## [Supplied material]
- - -
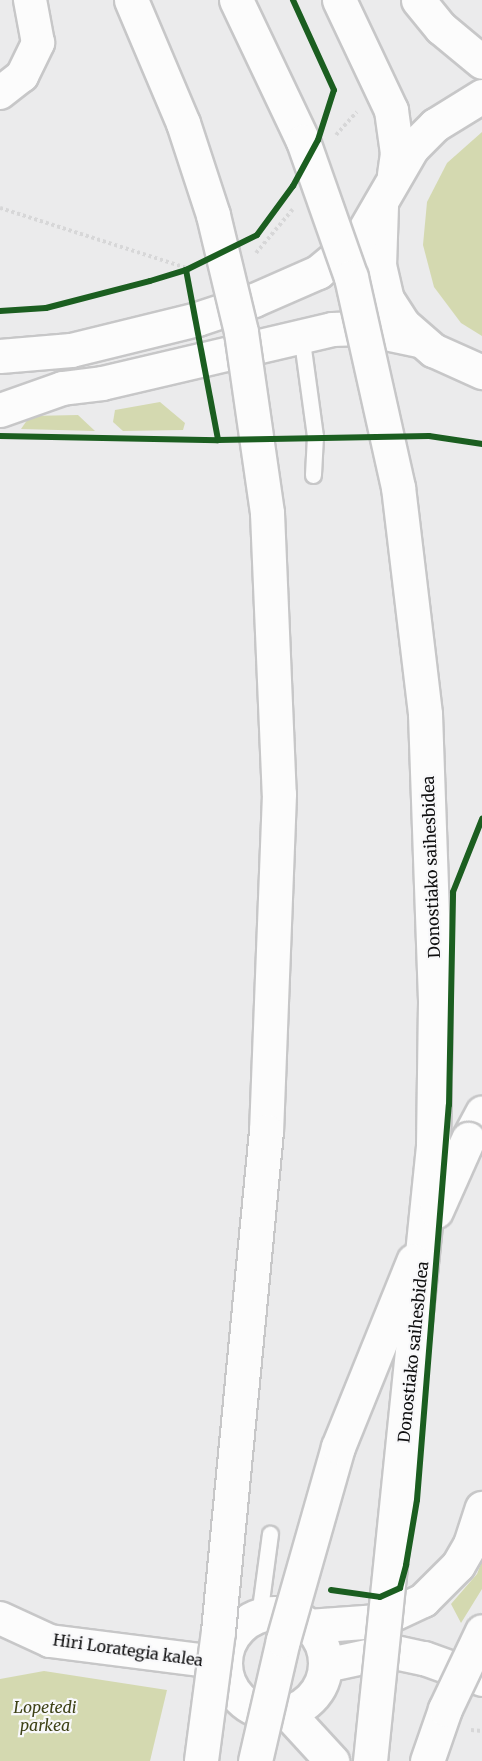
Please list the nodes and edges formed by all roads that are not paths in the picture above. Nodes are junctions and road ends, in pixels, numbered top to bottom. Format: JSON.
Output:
{"nodes":[{"id":1,"x":30,"y":0,"type":"edge"},
{"id":2,"x":131,"y":0,"type":"edge"},
{"id":3,"x":236,"y":0,"type":"edge"},
{"id":4,"x":339,"y":0,"type":"edge"},
{"id":5,"x":418,"y":0,"type":"edge"},
{"id":6,"x":482,"y":62,"type":"edge"},
{"id":7,"x":0,"y":93,"type":"edge"},
{"id":8,"x":482,"y":96,"type":"edge"},
{"id":9,"x":394,"y":175,"type":"junction"},
{"id":10,"x":381,"y":205,"type":"junction"},
{"id":11,"x":302,"y":334,"type":"junction"},
{"id":12,"x":418,"y":340,"type":"junction"},
{"id":13,"x":0,"y":356,"type":"edge"},
{"id":14,"x":467,"y":366,"type":"edge"},
{"id":15,"x":482,"y":388,"type":"edge"},
{"id":16,"x":0,"y":410,"type":"edge"},
{"id":17,"x":313,"y":475,"type":"dead end"},
{"id":18,"x":482,"y":1113,"type":"edge"},
{"id":19,"x":482,"y":1508,"type":"edge"},
{"id":20,"x":270,"y":1534,"type":"dead end"},
{"id":21,"x":259,"y":1616,"type":"junction"},
{"id":22,"x":1,"y":1620,"type":"edge"},
{"id":23,"x":308,"y":1626,"type":"junction"},
{"id":24,"x":482,"y":1631,"type":"edge"},
{"id":25,"x":225,"y":1663,"type":"junction"},
{"id":26,"x":325,"y":1665,"type":"junction"},
{"id":27,"x":482,"y":1679,"type":"edge"},
{"id":28,"x":287,"y":1712,"type":"junction"},
{"id":29,"x":201,"y":1761,"type":"edge"},
{"id":30,"x":255,"y":1761,"type":"edge"},
{"id":31,"x":332,"y":1761,"type":"edge"},
{"id":32,"x":370,"y":1761,"type":"edge"},
{"id":33,"x":427,"y":1761,"type":"edge"}],
"edges":[{"from":1,"to":7,"type":"street"},
{"from":2,"to":29,"type":"main road","bridge":true},
{"from":3,"to":32,"type":"main road","name":"Donostiako saihesbidea","bridge":true},
{"from":4,"to":9,"type":"main road"},
{"from":5,"to":6,"type":"main road"},
{"from":8,"to":9,"type":"main road"},
{"from":9,"to":10,"type":"main road"},
{"from":10,"to":12,"type":"main road"},
{"from":10,"to":13,"type":"main road"},
{"from":11,"to":12,"type":"main road"},
{"from":11,"to":16,"type":"main road"},
{"from":11,"to":17,"type":"lane"},
{"from":12,"to":14,"type":"main road"},
{"from":14,"to":15,"type":"main road"},
{"from":18,"to":30,"type":"main road","bridge":true},
{"from":19,"to":23,"type":"main road"},
{"from":20,"to":21,"type":"lane"},
{"from":21,"to":23,"type":"main road"},
{"from":21,"to":25,"type":"main road"},
{"from":22,"to":25,"type":"street","name":"Hiri Lorategia kalea"},
{"from":23,"to":26,"type":"main road"},
{"from":24,"to":33,"type":"main road","bridge":true},
{"from":25,"to":28,"type":"main road"},
{"from":26,"to":27,"type":"main road"},
{"from":26,"to":28,"type":"main road"},
{"from":28,"to":31,"type":"main road"}]}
- - -
## [Instructions for the task]
For each record above, write out every line exactly and skip the pictures.

## [Response below]
Please list the nodes and edges formed by all roads that are not paths in the picture above. Nodes are junctions and road ends, in pixels, numbered top to bottom. Format: JSON.
Output:
{"nodes":[{"id":1,"x":30,"y":0,"type":"edge"},
{"id":2,"x":131,"y":0,"type":"edge"},
{"id":3,"x":236,"y":0,"type":"edge"},
{"id":4,"x":339,"y":0,"type":"edge"},
{"id":5,"x":418,"y":0,"type":"edge"},
{"id":6,"x":482,"y":62,"type":"edge"},
{"id":7,"x":0,"y":93,"type":"edge"},
{"id":8,"x":482,"y":96,"type":"edge"},
{"id":9,"x":394,"y":175,"type":"junction"},
{"id":10,"x":381,"y":205,"type":"junction"},
{"id":11,"x":302,"y":334,"type":"junction"},
{"id":12,"x":418,"y":340,"type":"junction"},
{"id":13,"x":0,"y":356,"type":"edge"},
{"id":14,"x":467,"y":366,"type":"edge"},
{"id":15,"x":482,"y":388,"type":"edge"},
{"id":16,"x":0,"y":410,"type":"edge"},
{"id":17,"x":313,"y":475,"type":"dead end"},
{"id":18,"x":482,"y":1113,"type":"edge"},
{"id":19,"x":482,"y":1508,"type":"edge"},
{"id":20,"x":270,"y":1534,"type":"dead end"},
{"id":21,"x":259,"y":1616,"type":"junction"},
{"id":22,"x":1,"y":1620,"type":"edge"},
{"id":23,"x":308,"y":1626,"type":"junction"},
{"id":24,"x":482,"y":1631,"type":"edge"},
{"id":25,"x":225,"y":1663,"type":"junction"},
{"id":26,"x":325,"y":1665,"type":"junction"},
{"id":27,"x":482,"y":1679,"type":"edge"},
{"id":28,"x":287,"y":1712,"type":"junction"},
{"id":29,"x":201,"y":1761,"type":"edge"},
{"id":30,"x":255,"y":1761,"type":"edge"},
{"id":31,"x":332,"y":1761,"type":"edge"},
{"id":32,"x":370,"y":1761,"type":"edge"},
{"id":33,"x":427,"y":1761,"type":"edge"}],
"edges":[{"from":1,"to":7,"type":"street"},
{"from":2,"to":29,"type":"main road","bridge":true},
{"from":3,"to":32,"type":"main road","name":"Donostiako saihesbidea","bridge":true},
{"from":4,"to":9,"type":"main road"},
{"from":5,"to":6,"type":"main road"},
{"from":8,"to":9,"type":"main road"},
{"from":9,"to":10,"type":"main road"},
{"from":10,"to":12,"type":"main road"},
{"from":10,"to":13,"type":"main road"},
{"from":11,"to":12,"type":"main road"},
{"from":11,"to":16,"type":"main road"},
{"from":11,"to":17,"type":"lane"},
{"from":12,"to":14,"type":"main road"},
{"from":14,"to":15,"type":"main road"},
{"from":18,"to":30,"type":"main road","bridge":true},
{"from":19,"to":23,"type":"main road"},
{"from":20,"to":21,"type":"lane"},
{"from":21,"to":23,"type":"main road"},
{"from":21,"to":25,"type":"main road"},
{"from":22,"to":25,"type":"street","name":"Hiri Lorategia kalea"},
{"from":23,"to":26,"type":"main road"},
{"from":24,"to":33,"type":"main road","bridge":true},
{"from":25,"to":28,"type":"main road"},
{"from":26,"to":27,"type":"main road"},
{"from":26,"to":28,"type":"main road"},
{"from":28,"to":31,"type":"main road"}]}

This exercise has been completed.